WHAT IS REQUIRED: The records that follow are to be transcribed in full, leaving out each picture.

'''

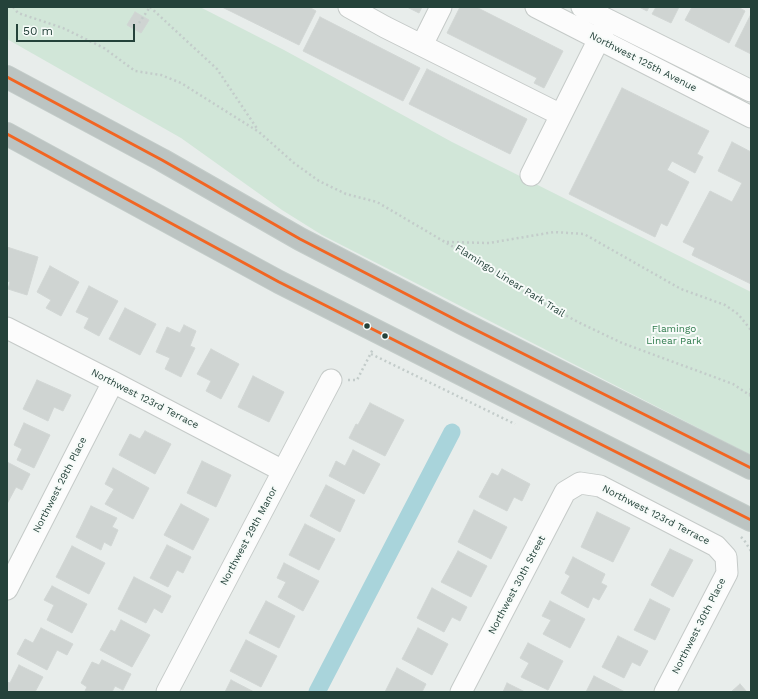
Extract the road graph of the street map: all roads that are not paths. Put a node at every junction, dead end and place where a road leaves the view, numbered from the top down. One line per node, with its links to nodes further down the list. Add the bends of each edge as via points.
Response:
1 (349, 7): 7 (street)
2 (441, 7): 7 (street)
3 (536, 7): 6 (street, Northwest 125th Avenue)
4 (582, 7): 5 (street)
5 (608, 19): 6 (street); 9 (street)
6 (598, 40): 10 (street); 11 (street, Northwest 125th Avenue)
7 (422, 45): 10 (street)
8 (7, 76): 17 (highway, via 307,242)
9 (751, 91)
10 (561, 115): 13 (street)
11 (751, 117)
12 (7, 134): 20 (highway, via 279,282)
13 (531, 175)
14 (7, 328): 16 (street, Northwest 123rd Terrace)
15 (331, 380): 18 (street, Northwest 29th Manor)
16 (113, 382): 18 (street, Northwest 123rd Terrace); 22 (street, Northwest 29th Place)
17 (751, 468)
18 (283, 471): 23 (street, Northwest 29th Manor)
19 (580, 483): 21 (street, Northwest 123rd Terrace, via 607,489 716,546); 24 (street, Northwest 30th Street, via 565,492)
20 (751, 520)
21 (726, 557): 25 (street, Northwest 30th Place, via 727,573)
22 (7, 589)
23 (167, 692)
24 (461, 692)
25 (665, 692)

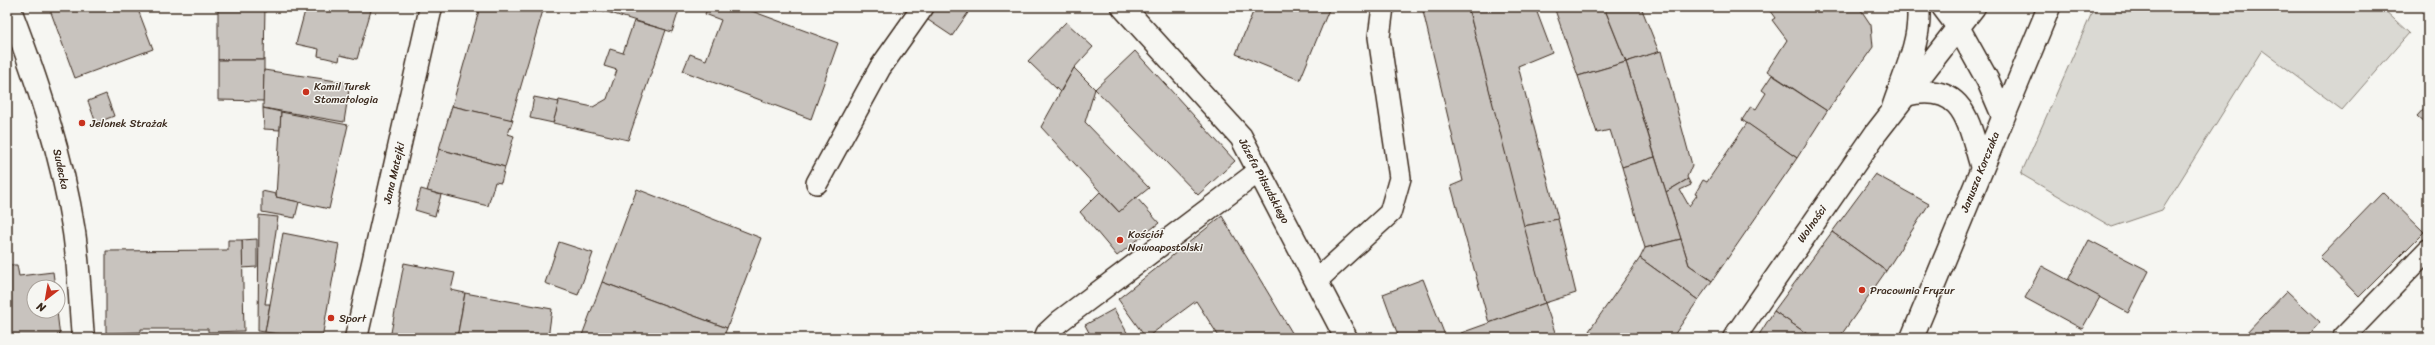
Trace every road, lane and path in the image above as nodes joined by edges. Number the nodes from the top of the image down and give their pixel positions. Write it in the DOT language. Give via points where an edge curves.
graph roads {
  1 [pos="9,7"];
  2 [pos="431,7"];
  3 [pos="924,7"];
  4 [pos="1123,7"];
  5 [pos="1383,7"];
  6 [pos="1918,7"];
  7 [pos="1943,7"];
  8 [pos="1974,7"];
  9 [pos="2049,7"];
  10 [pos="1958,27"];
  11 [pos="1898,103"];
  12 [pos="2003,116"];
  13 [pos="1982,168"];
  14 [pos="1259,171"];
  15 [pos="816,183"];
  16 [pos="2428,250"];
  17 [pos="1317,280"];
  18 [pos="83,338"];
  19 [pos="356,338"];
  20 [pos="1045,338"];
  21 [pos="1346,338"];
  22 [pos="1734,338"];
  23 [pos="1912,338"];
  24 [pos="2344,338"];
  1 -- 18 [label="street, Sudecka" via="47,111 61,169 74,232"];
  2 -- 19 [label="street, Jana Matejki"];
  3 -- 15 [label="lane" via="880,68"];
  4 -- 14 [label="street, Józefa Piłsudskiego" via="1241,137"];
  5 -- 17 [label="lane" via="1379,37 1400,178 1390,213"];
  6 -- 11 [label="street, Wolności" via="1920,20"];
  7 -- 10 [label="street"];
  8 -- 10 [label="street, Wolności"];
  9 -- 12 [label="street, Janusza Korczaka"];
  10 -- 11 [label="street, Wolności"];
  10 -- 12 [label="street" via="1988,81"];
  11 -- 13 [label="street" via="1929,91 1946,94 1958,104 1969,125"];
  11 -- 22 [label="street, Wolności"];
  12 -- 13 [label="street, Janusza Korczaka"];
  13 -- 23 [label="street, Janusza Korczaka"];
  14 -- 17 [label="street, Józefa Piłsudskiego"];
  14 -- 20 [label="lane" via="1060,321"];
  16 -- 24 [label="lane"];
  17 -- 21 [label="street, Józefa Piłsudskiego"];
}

'''

COMPLETED EXERCISE:
Extract the road graph of the street map: all roads that are not paths. Put a node at every junction, dead end and place where a road leaves the view, numbered from the top down. One line per node, with its links to nodes further down the list. Add the bends of each edge as via points.
Response:
1 (349, 7): 7 (street)
2 (441, 7): 7 (street)
3 (536, 7): 6 (street, Northwest 125th Avenue)
4 (582, 7): 5 (street)
5 (608, 19): 6 (street); 9 (street)
6 (598, 40): 10 (street); 11 (street, Northwest 125th Avenue)
7 (422, 45): 10 (street)
8 (7, 76): 17 (highway, via 307,242)
9 (751, 91)
10 (561, 115): 13 (street)
11 (751, 117)
12 (7, 134): 20 (highway, via 279,282)
13 (531, 175)
14 (7, 328): 16 (street, Northwest 123rd Terrace)
15 (331, 380): 18 (street, Northwest 29th Manor)
16 (113, 382): 18 (street, Northwest 123rd Terrace); 22 (street, Northwest 29th Place)
17 (751, 468)
18 (283, 471): 23 (street, Northwest 29th Manor)
19 (580, 483): 21 (street, Northwest 123rd Terrace, via 607,489 716,546); 24 (street, Northwest 30th Street, via 565,492)
20 (751, 520)
21 (726, 557): 25 (street, Northwest 30th Place, via 727,573)
22 (7, 589)
23 (167, 692)
24 (461, 692)
25 (665, 692)

Trace every road, lane and path in the image above as nodes joined by edges. Number the nodes from the top of the image down and give their pixel positions. Write it in the DOT language. Give via points where an edge curves.
graph roads {
  1 [pos="9,7"];
  2 [pos="431,7"];
  3 [pos="924,7"];
  4 [pos="1123,7"];
  5 [pos="1383,7"];
  6 [pos="1918,7"];
  7 [pos="1943,7"];
  8 [pos="1974,7"];
  9 [pos="2049,7"];
  10 [pos="1958,27"];
  11 [pos="1898,103"];
  12 [pos="2003,116"];
  13 [pos="1982,168"];
  14 [pos="1259,171"];
  15 [pos="816,183"];
  16 [pos="2428,250"];
  17 [pos="1317,280"];
  18 [pos="83,338"];
  19 [pos="356,338"];
  20 [pos="1045,338"];
  21 [pos="1346,338"];
  22 [pos="1734,338"];
  23 [pos="1912,338"];
  24 [pos="2344,338"];
  1 -- 18 [label="street, Sudecka" via="47,111 61,169 74,232"];
  2 -- 19 [label="street, Jana Matejki"];
  3 -- 15 [label="lane" via="880,68"];
  4 -- 14 [label="street, Józefa Piłsudskiego" via="1241,137"];
  5 -- 17 [label="lane" via="1379,37 1400,178 1390,213"];
  6 -- 11 [label="street, Wolności" via="1920,20"];
  7 -- 10 [label="street"];
  8 -- 10 [label="street, Wolności"];
  9 -- 12 [label="street, Janusza Korczaka"];
  10 -- 11 [label="street, Wolności"];
  10 -- 12 [label="street" via="1988,81"];
  11 -- 13 [label="street" via="1929,91 1946,94 1958,104 1969,125"];
  11 -- 22 [label="street, Wolności"];
  12 -- 13 [label="street, Janusza Korczaka"];
  13 -- 23 [label="street, Janusza Korczaka"];
  14 -- 17 [label="street, Józefa Piłsudskiego"];
  14 -- 20 [label="lane" via="1060,321"];
  16 -- 24 [label="lane"];
  17 -- 21 [label="street, Józefa Piłsudskiego"];
}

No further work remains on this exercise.